Start of Dataset entries

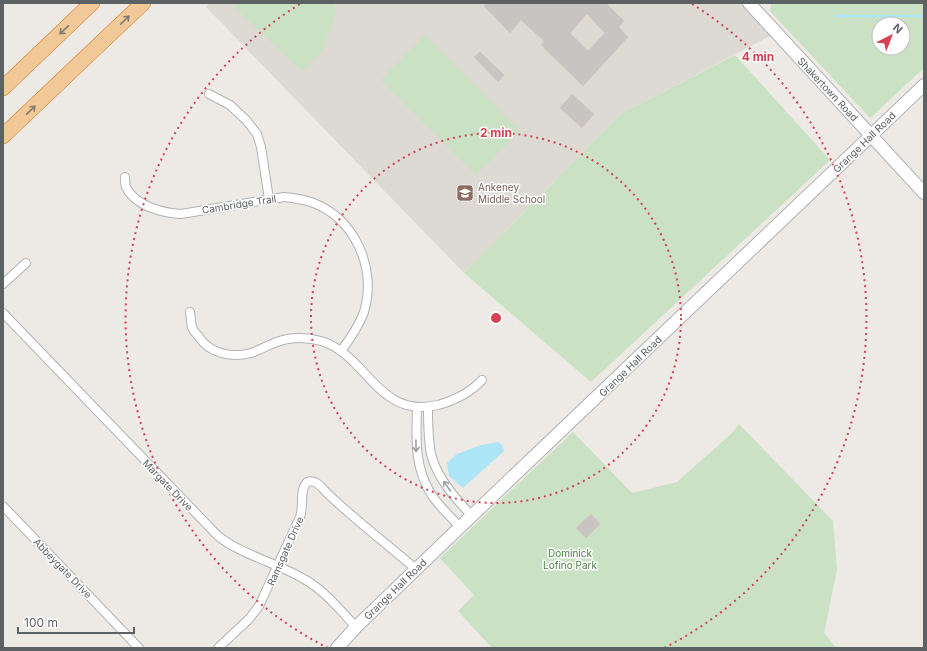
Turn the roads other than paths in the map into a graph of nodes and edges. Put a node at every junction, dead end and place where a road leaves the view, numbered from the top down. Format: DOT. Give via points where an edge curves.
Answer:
graph roads {
  1 [pos="92,3"];
  2 [pos="143,3"];
  3 [pos="749,3"];
  4 [pos="924,85"];
  5 [pos="3,88"];
  6 [pos="209,94"];
  7 [pos="871,135"];
  8 [pos="3,136"];
  9 [pos="125,177"];
  10 [pos="924,193"];
  11 [pos="269,199"];
  12 [pos="26,263"];
  13 [pos="3,284"];
  14 [pos="190,312"];
  15 [pos="3,313"];
  16 [pos="341,351"];
  17 [pos="482,380"];
  18 [pos="418,407"];
  19 [pos="428,407"];
  20 [pos="3,506"];
  21 [pos="472,516"];
  22 [pos="460,526"];
  23 [pos="278,566"];
  24 [pos="416,569"];
  25 [pos="356,626"];
  26 [pos="139,648"];
  27 [pos="218,648"];
  28 [pos="337,648"];
  1 -- 5 [label="highway, one-way"];
  8 -- 2 [label="highway, one-way"];
  3 -- 7 [label="street, Shakertown Road"];
  4 -- 7 [label="street, Grange Hall Road"];
  6 -- 11 [label="street" via="230,105 257,134"];
  7 -- 10 [label="street, Shakertown Road"];
  7 -- 21 [label="street, Grange Hall Road"];
  9 -- 11 [label="street, Cambridge Trail" via="126,186 134,197 149,207 167,213 182,214"];
  11 -- 16 [label="street, Cambridge Trail" via="298,198 324,208 345,225 360,248 368,275 367,301 358,326"];
  12 -- 13 [label="street"];
  14 -- 16 [label="street" via="193,328 204,345 220,353 249,353 279,341 298,338 321,341"];
  15 -- 23 [label="street, Margate Drive" via="218,536 231,545"];
  16 -- 18 [label="street" via="377,388 404,404"];
  17 -- 19 [label="street" via="457,399"];
  18 -- 19 [label="street"];
  18 -- 22 [label="street, one-way" via="416,450 421,476 434,498"];
  21 -- 19 [label="street, one-way" via="454,496 437,470 430,448"];
  20 -- 26 [label="street, Abbeygate Drive"];
  21 -- 22 [label="street, Grange Hall Road"];
  22 -- 24 [label="street, Grange Hall Road"];
  23 -- 24 [label="street, Ramsgate Drive" via="302,512 304,487 311,480 318,483"];
  23 -- 25 [label="street, Margate Drive" via="312,584"];
  23 -- 27 [label="street, Ramsgate Drive" via="259,606"];
  24 -- 25 [label="street, Grange Hall Road"];
  25 -- 28 [label="street, Grange Hall Road"];
}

End of Dataset entries

Copy out every line from the records that has the word "Ramsgate".

→ Response below:
  23 -- 24 [label="street, Ramsgate Drive" via="302,512 304,487 311,480 318,483"];
  23 -- 27 [label="street, Ramsgate Drive" via="259,606"];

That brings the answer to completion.